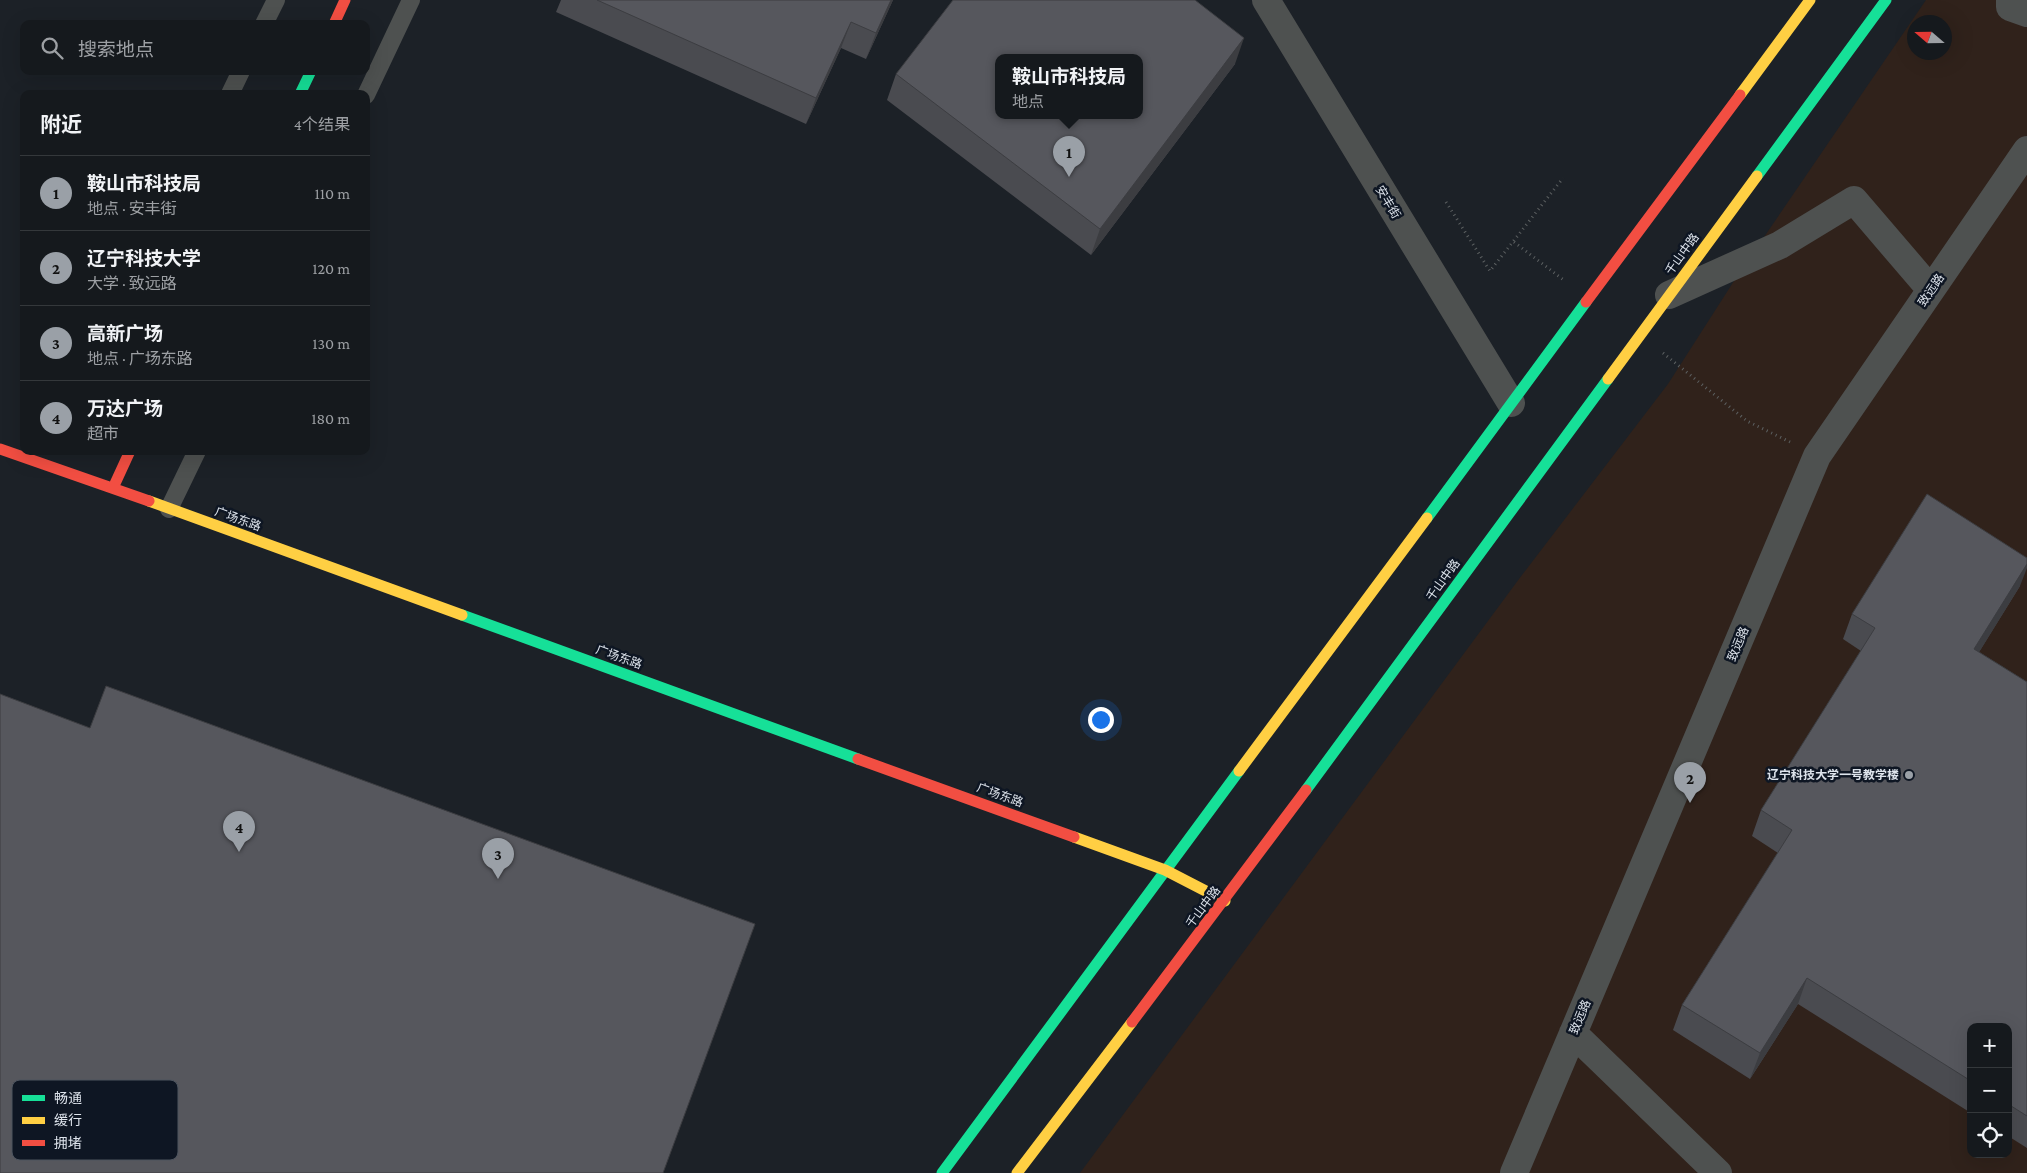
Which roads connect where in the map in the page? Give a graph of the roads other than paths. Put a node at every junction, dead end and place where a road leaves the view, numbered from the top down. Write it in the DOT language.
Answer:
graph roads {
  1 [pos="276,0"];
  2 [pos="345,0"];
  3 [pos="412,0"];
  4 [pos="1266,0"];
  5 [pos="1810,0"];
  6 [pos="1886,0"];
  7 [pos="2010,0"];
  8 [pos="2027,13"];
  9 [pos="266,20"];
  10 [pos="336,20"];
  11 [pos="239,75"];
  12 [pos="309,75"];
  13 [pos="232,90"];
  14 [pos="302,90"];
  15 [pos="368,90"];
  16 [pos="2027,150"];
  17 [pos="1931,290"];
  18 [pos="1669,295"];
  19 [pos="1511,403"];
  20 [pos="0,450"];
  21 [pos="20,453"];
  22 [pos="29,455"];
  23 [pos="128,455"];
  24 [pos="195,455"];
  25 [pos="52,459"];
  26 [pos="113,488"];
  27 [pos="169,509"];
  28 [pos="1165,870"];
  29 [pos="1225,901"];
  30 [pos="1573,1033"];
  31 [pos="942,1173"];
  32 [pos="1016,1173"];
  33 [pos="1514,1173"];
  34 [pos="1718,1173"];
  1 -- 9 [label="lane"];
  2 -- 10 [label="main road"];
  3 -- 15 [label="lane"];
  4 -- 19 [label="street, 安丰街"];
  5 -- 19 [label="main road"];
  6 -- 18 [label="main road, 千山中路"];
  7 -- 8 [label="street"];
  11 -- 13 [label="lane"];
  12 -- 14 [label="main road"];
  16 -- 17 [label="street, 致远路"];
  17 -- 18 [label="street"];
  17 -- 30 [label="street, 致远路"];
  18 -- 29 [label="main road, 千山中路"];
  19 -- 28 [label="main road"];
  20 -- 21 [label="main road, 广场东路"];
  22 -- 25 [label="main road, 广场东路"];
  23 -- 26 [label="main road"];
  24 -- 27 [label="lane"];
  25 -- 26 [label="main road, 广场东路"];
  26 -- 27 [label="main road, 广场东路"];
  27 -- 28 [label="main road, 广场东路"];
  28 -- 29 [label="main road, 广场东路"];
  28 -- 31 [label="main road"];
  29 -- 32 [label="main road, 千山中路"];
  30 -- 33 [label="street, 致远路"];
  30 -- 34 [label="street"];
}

EXERCISE BRIEF
The job here is to retype the data exactly, with no pictures included.

EXERCISE RESULT
Which roads connect where in the map in the page? Give a graph of the roads other than paths. Put a node at every junction, dead end and place where a road leaves the view, numbered from the top down. Write it in the DOT language.
Answer:
graph roads {
  1 [pos="276,0"];
  2 [pos="345,0"];
  3 [pos="412,0"];
  4 [pos="1266,0"];
  5 [pos="1810,0"];
  6 [pos="1886,0"];
  7 [pos="2010,0"];
  8 [pos="2027,13"];
  9 [pos="266,20"];
  10 [pos="336,20"];
  11 [pos="239,75"];
  12 [pos="309,75"];
  13 [pos="232,90"];
  14 [pos="302,90"];
  15 [pos="368,90"];
  16 [pos="2027,150"];
  17 [pos="1931,290"];
  18 [pos="1669,295"];
  19 [pos="1511,403"];
  20 [pos="0,450"];
  21 [pos="20,453"];
  22 [pos="29,455"];
  23 [pos="128,455"];
  24 [pos="195,455"];
  25 [pos="52,459"];
  26 [pos="113,488"];
  27 [pos="169,509"];
  28 [pos="1165,870"];
  29 [pos="1225,901"];
  30 [pos="1573,1033"];
  31 [pos="942,1173"];
  32 [pos="1016,1173"];
  33 [pos="1514,1173"];
  34 [pos="1718,1173"];
  1 -- 9 [label="lane"];
  2 -- 10 [label="main road"];
  3 -- 15 [label="lane"];
  4 -- 19 [label="street, 安丰街"];
  5 -- 19 [label="main road"];
  6 -- 18 [label="main road, 千山中路"];
  7 -- 8 [label="street"];
  11 -- 13 [label="lane"];
  12 -- 14 [label="main road"];
  16 -- 17 [label="street, 致远路"];
  17 -- 18 [label="street"];
  17 -- 30 [label="street, 致远路"];
  18 -- 29 [label="main road, 千山中路"];
  19 -- 28 [label="main road"];
  20 -- 21 [label="main road, 广场东路"];
  22 -- 25 [label="main road, 广场东路"];
  23 -- 26 [label="main road"];
  24 -- 27 [label="lane"];
  25 -- 26 [label="main road, 广场东路"];
  26 -- 27 [label="main road, 广场东路"];
  27 -- 28 [label="main road, 广场东路"];
  28 -- 29 [label="main road, 广场东路"];
  28 -- 31 [label="main road"];
  29 -- 32 [label="main road, 千山中路"];
  30 -- 33 [label="street, 致远路"];
  30 -- 34 [label="street"];
}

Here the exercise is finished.